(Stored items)
════════

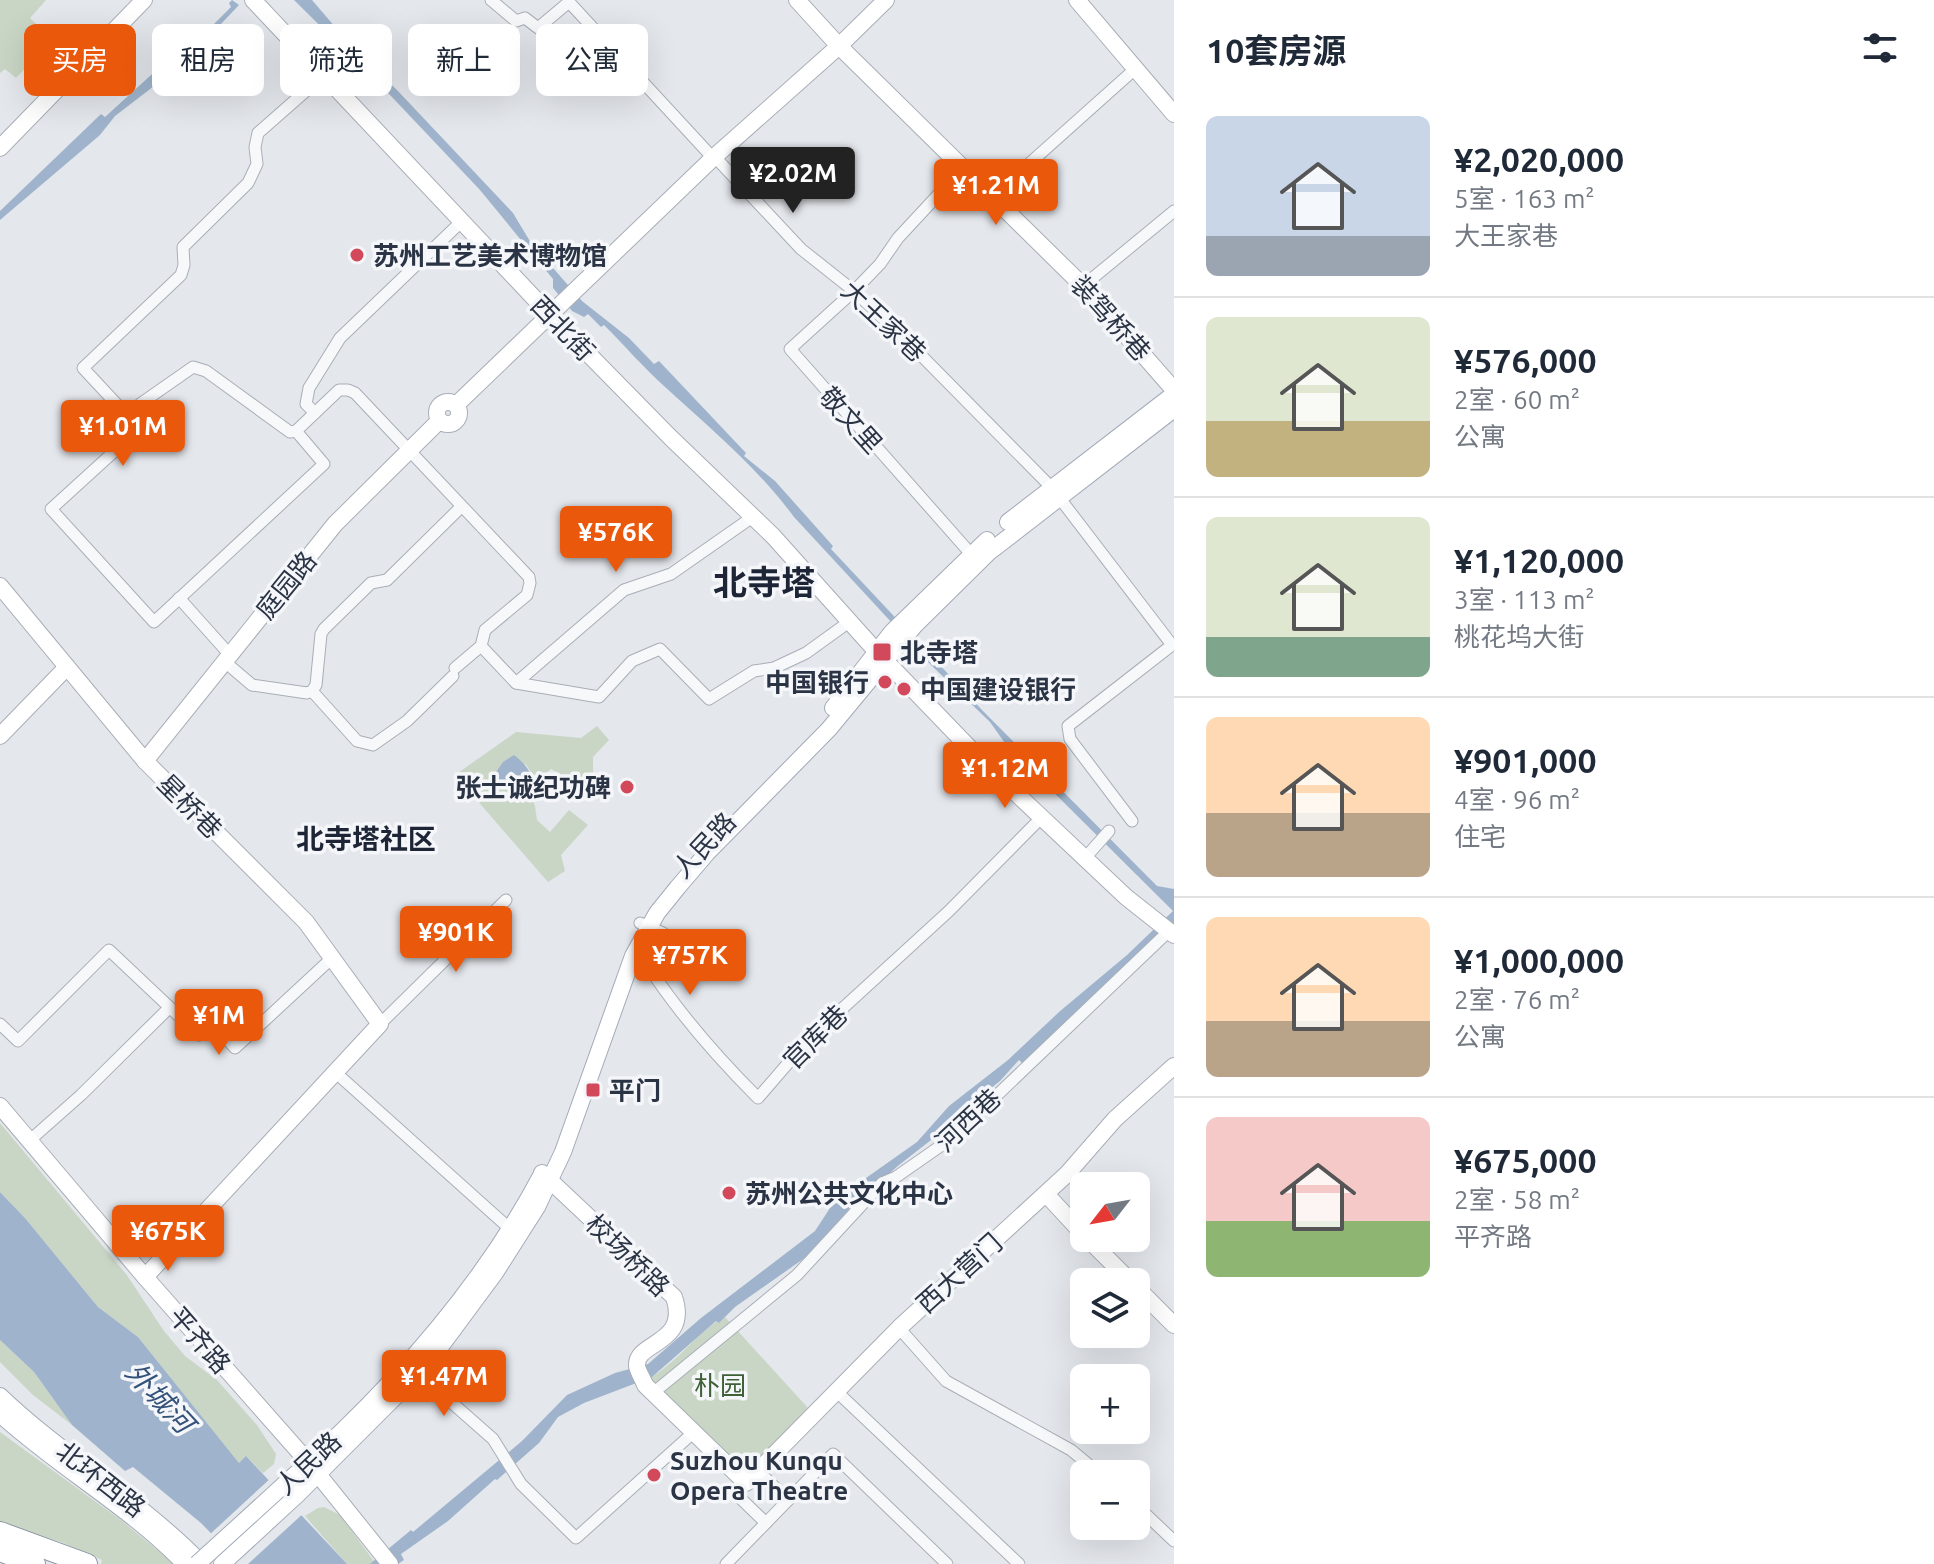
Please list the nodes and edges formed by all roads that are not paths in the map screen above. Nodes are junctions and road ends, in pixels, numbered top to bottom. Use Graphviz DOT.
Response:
graph roads {
  1 [pos="144,0"];
  2 [pos="253,0"];
  3 [pos="491,0"];
  4 [pos="797,0"];
  5 [pos="886,0"];
  6 [pos="1077,0"];
  7 [pos="280,29"];
  8 [pos="839,46"];
  9 [pos="1135,69"];
  10 [pos="300,96"];
  11 [pos="344,96"];
  12 [pos="1173,111"];
  13 [pos="0,148"];
  14 [pos="714,158"];
  15 [pos="963,168"];
  16 [pos="993,196"];
  17 [pos="1174,211"];
  18 [pos="462,221"];
  19 [pos="1083,286"];
  20 [pos="854,291"];
  21 [pos="556,309"];
  22 [pos="1174,392"];
  23 [pos="1174,409"];
  24 [pos="315,413"];
  25 [pos="140,428"];
  26 [pos="296,431"];
  27 [pos="409,450"];
  28 [pos="1055,492"];
  29 [pos="461,507"];
  30 [pos="754,516"];
  31 [pos="971,554"];
  32 [pos="0,586"];
  33 [pos="179,598"];
  34 [pos="911,621"];
  35 [pos="849,622"];
  36 [pos="1171,637"];
  37 [pos="481,646"];
  38 [pos="881,656"];
  39 [pos="227,658"];
  40 [pos="67,667"];
  41 [pos="516,683"];
  42 [pos="312,691"];
  43 [pos="0,736"];
  44 [pos="145,761"];
  45 [pos="1042,817"];
  46 [pos="1132,821"];
  47 [pos="1109,831"];
  48 [pos="1085,858"];
  49 [pos="506,900"];
  50 [pos="644,925"];
  51 [pos="1167,930"];
  52 [pos="332,958"];
  53 [pos="169,1008"];
  54 [pos="0,1024"];
  55 [pos="380,1024"];
  56 [pos="1174,1066"];
  57 [pos="335,1072"];
  58 [pos="0,1106"];
  59 [pos="29,1141"];
  60 [pos="546,1176"];
  61 [pos="1046,1194"];
  62 [pos="1070,1220"];
  63 [pos="510,1229"];
  64 [pos="1100,1252"];
  65 [pos="1117,1268"];
  66 [pos="145,1277"];
  67 [pos="1150,1301"];
  68 [pos="1174,1325"];
  69 [pos="899,1328"];
  70 [pos="417,1372"];
  71 [pos="649,1389"];
  72 [pos="835,1390"];
  73 [pos="0,1396"];
  74 [pos="0,1414"];
  75 [pos="694,1432"];
  76 [pos="1083,1460"];
  77 [pos="313,1469"];
  78 [pos="758,1471"];
  79 [pos="746,1483"];
  80 [pos="293,1488"];
  81 [pos="788,1500"];
  82 [pos="1150,1518"];
  83 [pos="766,1523"];
  84 [pos="0,1532"];
  85 [pos="1174,1541"];
  86 [pos="0,1551"];
  87 [pos="35,1564"];
  88 [pos="87,1564"];
  89 [pos="185,1564"];
  90 [pos="200,1564"];
  91 [pos="222,1564"];
  92 [pos="390,1564"];
  93 [pos="726,1564"];
  94 [pos="947,1564"];
  95 [pos="1019,1564"];
  1 -- 13 [label="main road"];
  2 -- 7 [label="main road, 西北街"];
  3 -- 14 [label="street, 大王家巷"];
  4 -- 8 [label="main road, 装驾桥巷"];
  5 -- 8 [label="main road"];
  6 -- 9 [label="main road"];
  8 -- 14 [label="main road"];
  8 -- 15 [label="main road, 装驾桥巷"];
  9 -- 12 [label="main road"];
  9 -- 16 [label="street"];
  10 -- 25 [label="street"];
  11 -- 18 [label="main road, 西北街"];
  14 -- 20 [label="street, 大王家巷"];
  14 -- 21 [label="main road"];
  15 -- 16 [label="main road, 装驾桥巷"];
  15 -- 20 [label="street"];
  16 -- 19 [label="main road, 装驾桥巷"];
  17 -- 19 [label="street"];
  18 -- 21 [label="main road, 西北街"];
  18 -- 24 [label="street"];
  19 -- 22 [label="main road, 装驾桥巷"];
  20 -- 28 [label="street, 大王家巷"];
  20 -- 31 [label="street, 敬文里"];
  21 -- 27 [label="main road, 庭园路"];
  21 -- 30 [label="main road, 西北街"];
  22 -- 28 [label="main road, 人民路"];
  23 -- 28 [label="main road, 人民路"];
  24 -- 26 [label="street"];
  24 -- 27 [label="street"];
  25 -- 26 [label="street"];
  25 -- 33 [label="street"];
  26 -- 33 [label="street"];
  27 -- 29 [label="street"];
  27 -- 39 [label="main road, 庭园路"];
  28 -- 31 [label="main road, 人民路"];
  28 -- 34 [label="main road, 人民路"];
  28 -- 36 [label="street, 大王家巷"];
  29 -- 37 [label="street"];
  29 -- 42 [label="street"];
  30 -- 35 [label="main road, 西北街"];
  30 -- 41 [label="street"];
  31 -- 34 [label="main road, 人民路"];
  32 -- 40 [label="main road, 星桥巷"];
  33 -- 39 [label="street"];
  34 -- 38 [label="main road, 人民路"];
  35 -- 38 [label="main road, 西北街"];
  35 -- 41 [label="street"];
  36 -- 46 [label="street"];
  37 -- 41 [label="street"];
  37 -- 42 [label="street"];
  38 -- 45 [label="main road, 西北街"];
  38 -- 50 [label="main road, 人民路"];
  39 -- 42 [label="street"];
  39 -- 44 [label="main road, 庭园路"];
  40 -- 43 [label="main road"];
  40 -- 44 [label="main road, 星桥巷"];
  44 -- 52 [label="main road, 星桥巷"];
  45 -- 48 [label="main road, 西北街"];
  45 -- 50 [label="street, 官库巷"];
  47 -- 48 [label="street"];
  48 -- 51 [label="main road, 西北街"];
  49 -- 55 [label="street"];
  50 -- 60 [label="main road, 人民路"];
  51 -- 71 [label="street, 河西巷"];
  52 -- 53 [label="street"];
  52 -- 55 [label="main road, 星桥巷"];
  53 -- 54 [label="street"];
  53 -- 59 [label="street"];
  55 -- 57 [label="main road"];
  56 -- 61 [label="main road, 西大营门"];
  57 -- 63 [label="street"];
  57 -- 66 [label="main road"];
  58 -- 59 [label="main road, 平齐路"];
  59 -- 66 [label="main road, 平齐路"];
  60 -- 63 [label="main road, 人民路"];
  60 -- 70 [label="main road, 人民路"];
  60 -- 71 [label="main road, 校场桥路"];
  61 -- 62 [label="main road"];
  61 -- 69 [label="main road, 西大营门"];
  63 -- 77 [label="main road, 人民路"];
  64 -- 65 [label="main road"];
  66 -- 77 [label="main road, 平齐路"];
  67 -- 68 [label="main road"];
  69 -- 72 [label="main road, 西大营门"];
  69 -- 76 [label="street"];
  70 -- 75 [label="street"];
  70 -- 77 [label="main road, 人民路"];
  71 -- 75 [label="main road, 校场桥路"];
  72 -- 78 [label="main road, 西大营门"];
  72 -- 95 [label="street"];
  73 -- 90 [label="main road, 北环西路"];
  74 -- 89 [label="main road, 北环西路"];
  75 -- 79 [label="main road, 校场桥路"];
  77 -- 80 [label="main road, 人民路"];
  77 -- 92 [label="main road, 平齐路"];
  78 -- 79 [label="main road, 西大营门"];
  78 -- 81 [label="street"];
  79 -- 83 [label="street"];
  80 -- 90 [label="main road, 人民路, bridge"];
  80 -- 91 [label="main road, 人民路"];
  81 -- 83 [label="street"];
  81 -- 94 [label="street"];
  82 -- 85 [label="street"];
  83 -- 93 [label="street"];
  84 -- 88 [label="highway"];
  86 -- 87 [label="highway"];
}
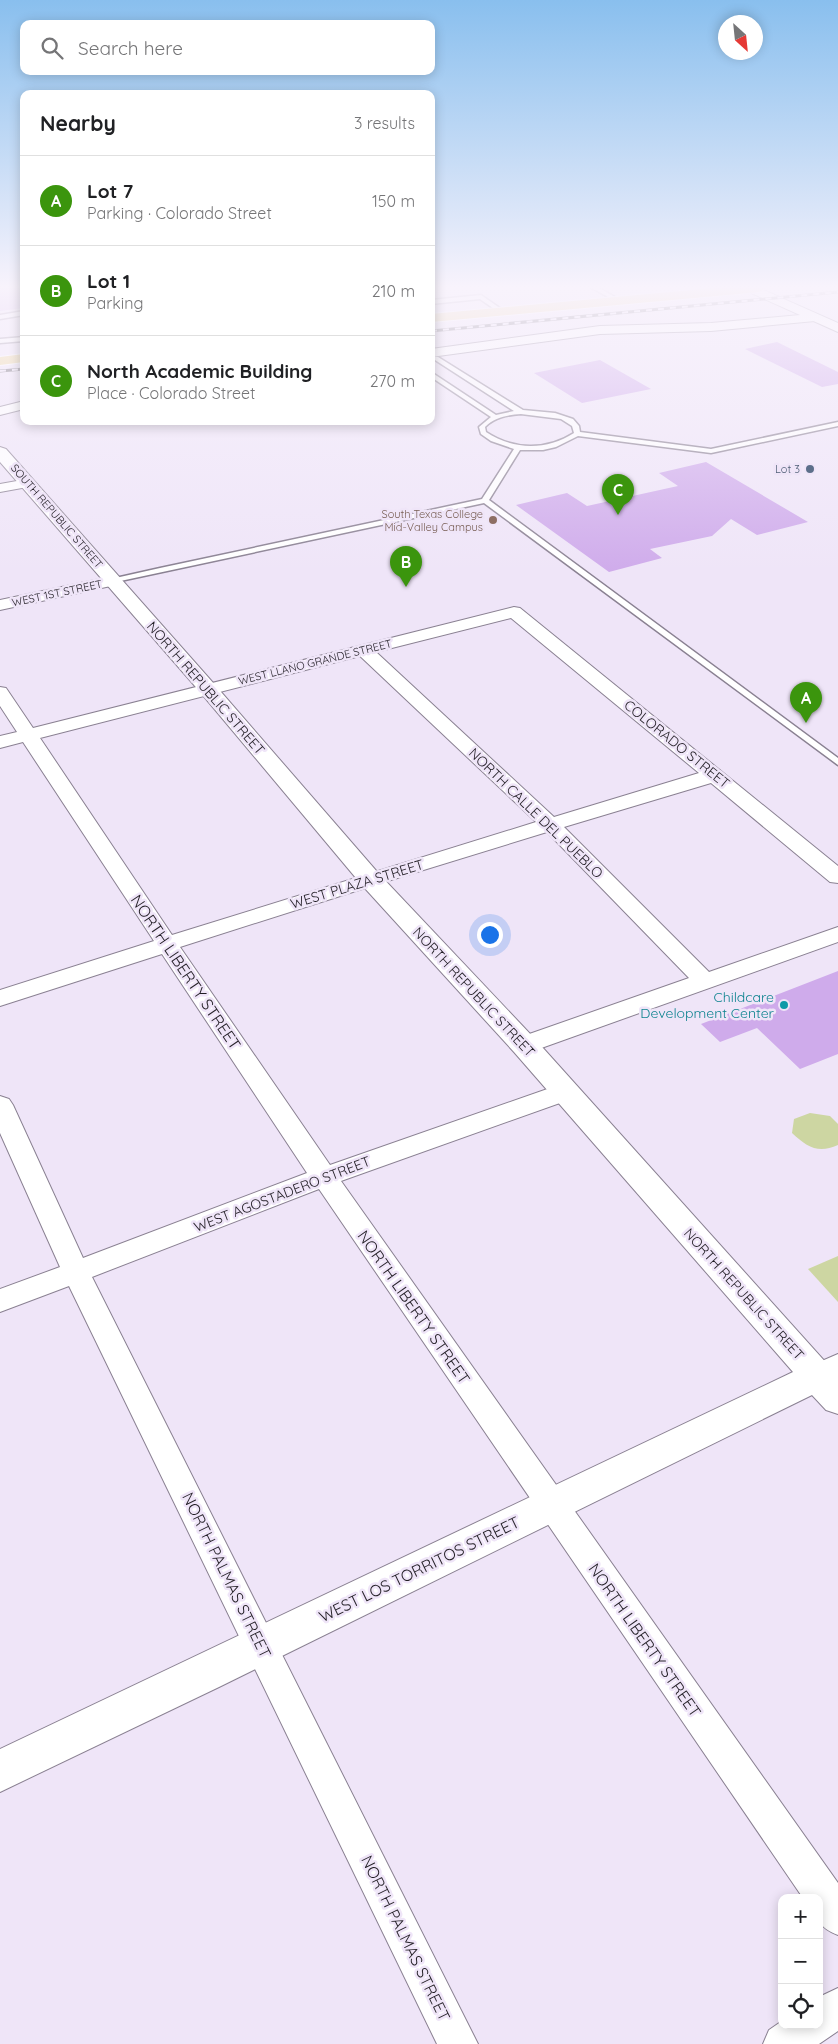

════════

* **WHAT THIS TASK INVOLVES**
Which lines above include the string "roads"? Show them.

* **TASK RESPONSE**
Please list the nodes and edges formed by all roads that are not paths in the map screen above. Nodes are junctions and road ends, in pixels, numbered top to bottom. Use Graphviz DOT.
graph roads {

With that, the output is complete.